#### Brief:
Extract all records. Keep each one exact.

(Named joint coordinates)
┄┄┄┄┄┄┄┄┄┄┄┄┄┄┄┄┄┄┄┄
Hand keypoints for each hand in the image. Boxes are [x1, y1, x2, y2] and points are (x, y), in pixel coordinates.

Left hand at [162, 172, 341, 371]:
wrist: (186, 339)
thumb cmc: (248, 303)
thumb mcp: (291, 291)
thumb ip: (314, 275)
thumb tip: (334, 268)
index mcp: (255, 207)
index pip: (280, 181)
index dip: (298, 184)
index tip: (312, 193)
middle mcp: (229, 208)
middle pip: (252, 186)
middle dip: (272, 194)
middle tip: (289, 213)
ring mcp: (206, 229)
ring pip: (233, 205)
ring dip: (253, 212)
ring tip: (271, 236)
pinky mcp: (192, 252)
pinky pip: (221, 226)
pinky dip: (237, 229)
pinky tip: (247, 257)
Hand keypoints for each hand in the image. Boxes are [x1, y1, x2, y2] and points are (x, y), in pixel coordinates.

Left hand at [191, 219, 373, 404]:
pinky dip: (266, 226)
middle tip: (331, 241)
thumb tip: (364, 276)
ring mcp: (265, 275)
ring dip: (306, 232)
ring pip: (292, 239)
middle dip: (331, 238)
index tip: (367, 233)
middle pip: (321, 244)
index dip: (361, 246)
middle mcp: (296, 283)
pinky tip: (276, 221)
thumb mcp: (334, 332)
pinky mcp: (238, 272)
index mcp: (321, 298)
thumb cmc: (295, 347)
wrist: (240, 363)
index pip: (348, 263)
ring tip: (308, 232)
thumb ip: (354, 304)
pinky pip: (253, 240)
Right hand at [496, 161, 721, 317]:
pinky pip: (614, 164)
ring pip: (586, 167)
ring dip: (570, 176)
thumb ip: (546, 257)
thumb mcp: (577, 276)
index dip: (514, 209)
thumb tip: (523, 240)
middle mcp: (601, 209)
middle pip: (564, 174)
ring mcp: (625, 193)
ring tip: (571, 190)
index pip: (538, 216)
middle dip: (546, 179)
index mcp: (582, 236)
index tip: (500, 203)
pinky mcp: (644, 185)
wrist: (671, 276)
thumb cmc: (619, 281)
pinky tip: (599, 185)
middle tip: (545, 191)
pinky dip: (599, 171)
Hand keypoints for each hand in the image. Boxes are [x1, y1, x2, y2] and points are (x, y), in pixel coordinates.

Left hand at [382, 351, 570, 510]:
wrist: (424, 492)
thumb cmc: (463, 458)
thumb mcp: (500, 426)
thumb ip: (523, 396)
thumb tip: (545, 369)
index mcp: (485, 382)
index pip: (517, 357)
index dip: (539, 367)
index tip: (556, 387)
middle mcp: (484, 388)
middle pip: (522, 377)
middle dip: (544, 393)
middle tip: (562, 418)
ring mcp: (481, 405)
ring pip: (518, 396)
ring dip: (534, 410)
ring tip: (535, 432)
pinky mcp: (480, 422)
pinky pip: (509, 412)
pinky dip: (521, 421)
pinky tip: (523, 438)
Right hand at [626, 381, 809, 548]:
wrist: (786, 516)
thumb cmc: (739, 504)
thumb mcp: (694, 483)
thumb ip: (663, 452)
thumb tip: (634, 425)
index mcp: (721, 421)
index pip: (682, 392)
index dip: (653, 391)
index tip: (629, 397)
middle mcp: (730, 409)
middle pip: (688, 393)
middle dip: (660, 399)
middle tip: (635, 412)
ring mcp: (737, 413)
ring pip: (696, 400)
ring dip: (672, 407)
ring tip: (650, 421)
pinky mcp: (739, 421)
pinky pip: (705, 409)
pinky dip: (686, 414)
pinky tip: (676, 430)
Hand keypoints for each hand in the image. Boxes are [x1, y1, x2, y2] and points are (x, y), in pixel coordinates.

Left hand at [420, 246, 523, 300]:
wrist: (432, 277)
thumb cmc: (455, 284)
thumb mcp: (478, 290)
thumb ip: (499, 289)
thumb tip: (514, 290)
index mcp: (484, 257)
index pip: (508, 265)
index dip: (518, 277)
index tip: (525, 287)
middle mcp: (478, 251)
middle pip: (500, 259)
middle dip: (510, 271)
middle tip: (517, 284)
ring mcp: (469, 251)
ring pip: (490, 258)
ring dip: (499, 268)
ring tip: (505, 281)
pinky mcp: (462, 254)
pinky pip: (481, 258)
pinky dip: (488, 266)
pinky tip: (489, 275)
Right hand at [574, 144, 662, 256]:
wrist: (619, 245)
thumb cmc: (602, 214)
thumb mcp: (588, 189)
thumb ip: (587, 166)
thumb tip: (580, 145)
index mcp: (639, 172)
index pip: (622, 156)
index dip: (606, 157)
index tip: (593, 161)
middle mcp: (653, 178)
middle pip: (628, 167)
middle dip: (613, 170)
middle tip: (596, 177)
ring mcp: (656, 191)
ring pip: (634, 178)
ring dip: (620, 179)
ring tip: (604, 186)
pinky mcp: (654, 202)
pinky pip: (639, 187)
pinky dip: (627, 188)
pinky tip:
┄┄┄┄┄┄┄┄┄┄┄┄┄┄┄┄┄┄┄┄
#### Your solution:
Hand keypoints for each hand in the image. Boxes are [x1, y1, x2, y2] and points are (x, y), in pixel coordinates.

Left hand at [162, 172, 341, 371]:
wrist: (186, 339)
thumb cmc: (248, 303)
thumb mcp: (291, 291)
thumb ip: (314, 275)
thumb tip: (334, 268)
index mcp: (255, 207)
index pip: (280, 181)
index dip: (298, 184)
index tip: (312, 193)
middle mcp: (229, 208)
middle pip: (252, 186)
middle dip: (272, 194)
middle tip: (289, 213)
ring mcp: (206, 229)
ring pip: (233, 205)
ring dip: (253, 212)
ring tip: (271, 236)
pinky mcp: (192, 252)
pinky pip: (221, 226)
pinky dip: (237, 229)
pinky tip: (247, 257)
Hand keypoints for each hand in the image. Boxes are [x1, y1, x2, y2] and points are (x, y), in pixel coordinates.

Left hand at [191, 219, 373, 404]:
pinky dip: (266, 226)
middle tip: (331, 241)
thumb tip: (364, 276)
ring mcp: (265, 275)
ring dip: (306, 232)
ring pip: (292, 239)
middle dip: (331, 238)
index tip: (367, 233)
middle pip: (321, 244)
index dip: (361, 246)
middle mcp: (296, 283)
pinky tip: (276, 221)
thumb mcp: (334, 332)
pinky mcp: (238, 272)
index mcp: (321, 298)
thumb cmc: (295, 347)
wrist: (240, 363)
index pip: (348, 263)
ring tip: (308, 232)
thumb ip: (354, 304)
pinky pip: (253, 240)
Right hand at [496, 161, 721, 317]:
pinky pip: (614, 164)
ring pip: (586, 167)
ring dip: (570, 176)
thumb ip: (546, 257)
thumb mcp: (577, 276)
index dip: (514, 209)
thumb tip: (523, 240)
middle mcp: (601, 209)
middle pip: (564, 174)
ring mcp: (625, 193)
ring tip: (571, 190)
index pip: (538, 216)
middle dip: (546, 179)
index mcp: (582, 236)
index tip: (500, 203)
pinky mcp: (644, 185)
wrist: (671, 276)
thumb cmc: (619, 281)
pinky tip: (599, 185)
middle tip: (545, 191)
pinky dip: (599, 171)
Hand keypoints for each hand in the image. Boxes are [x1, y1, x2, y2] and points are (x, y), in pixel coordinates.

Left hand at [382, 351, 570, 510]:
wrist: (424, 492)
thumb cmc: (463, 458)
thumb mcp: (500, 426)
thumb ip: (523, 396)
thumb tip: (545, 369)
index mcp: (485, 382)
index pip: (517, 357)
index dip: (539, 367)
index tip: (556, 387)
middle mcp: (484, 388)
middle pip: (522, 377)
middle dip: (544, 393)
middle tip: (562, 418)
ring mcp: (481, 405)
ring pip: (518, 396)
ring dip: (534, 410)
ring tip: (535, 432)
pinky mcp: (480, 422)
pinky pip: (509, 412)
pinky dip: (521, 421)
pinky tip: (523, 438)
Right hand at [626, 381, 809, 548]:
wrist: (786, 516)
thumb cmc: (739, 504)
thumb mcp: (694, 483)
thumb ip: (663, 452)
thumb tip: (634, 425)
index mcp: (721, 421)
index pip: (682, 392)
index dip: (653, 391)
index tip: (629, 397)
middle mcp: (730, 409)
middle pip: (688, 393)
middle dip: (660, 399)
middle tip: (635, 412)
ring mcp: (737, 413)
ring pip: (696, 400)
ring dip: (672, 407)
ring tip: (650, 421)
pinky mcp: (739, 421)
pinky pip: (705, 409)
pinky dip: (686, 414)
pinky tip: (676, 430)
Hand keypoints for each hand in the image. Boxes are [x1, y1, x2, y2] and points are (x, y), in pixel coordinates.

Left hand at [420, 246, 523, 300]:
wrist: (432, 277)
thumb cmc: (455, 284)
thumb mcp: (478, 290)
thumb ip: (499, 289)
thumb tip: (514, 290)
index mcp: (484, 257)
index pip: (508, 265)
index dip: (518, 277)
index tip: (525, 287)
middle mcp: (478, 251)
middle pip: (500, 259)
middle dip: (510, 271)
middle tip: (517, 284)
ring mcp: (469, 251)
ring pip: (490, 258)
ring dip: (499, 268)
ring tip: (505, 281)
pinky mcp: (462, 254)
pinky pip: (481, 258)
pinky dip: (488, 266)
pinky tip: (489, 275)
Right hand at [574, 144, 662, 256]:
wrist: (619, 245)
thumb cmc: (602, 214)
thumb mcp: (588, 189)
thumb ip: (587, 166)
thumb tip: (580, 145)
index mcp: (639, 172)
index pip: (622, 156)
index dip: (606, 157)
index tip: (593, 161)
middle mcp: (653, 178)
middle pip: (628, 167)
middle dip: (613, 170)
middle tip: (596, 177)
ring mcp: (656, 191)
ring pip: (634, 178)
ring dip: (620, 179)
ring tip: (604, 186)
pinky mcp: (654, 202)
pinky pip: (639, 187)
pinky dip: (627, 188)
pinky tip:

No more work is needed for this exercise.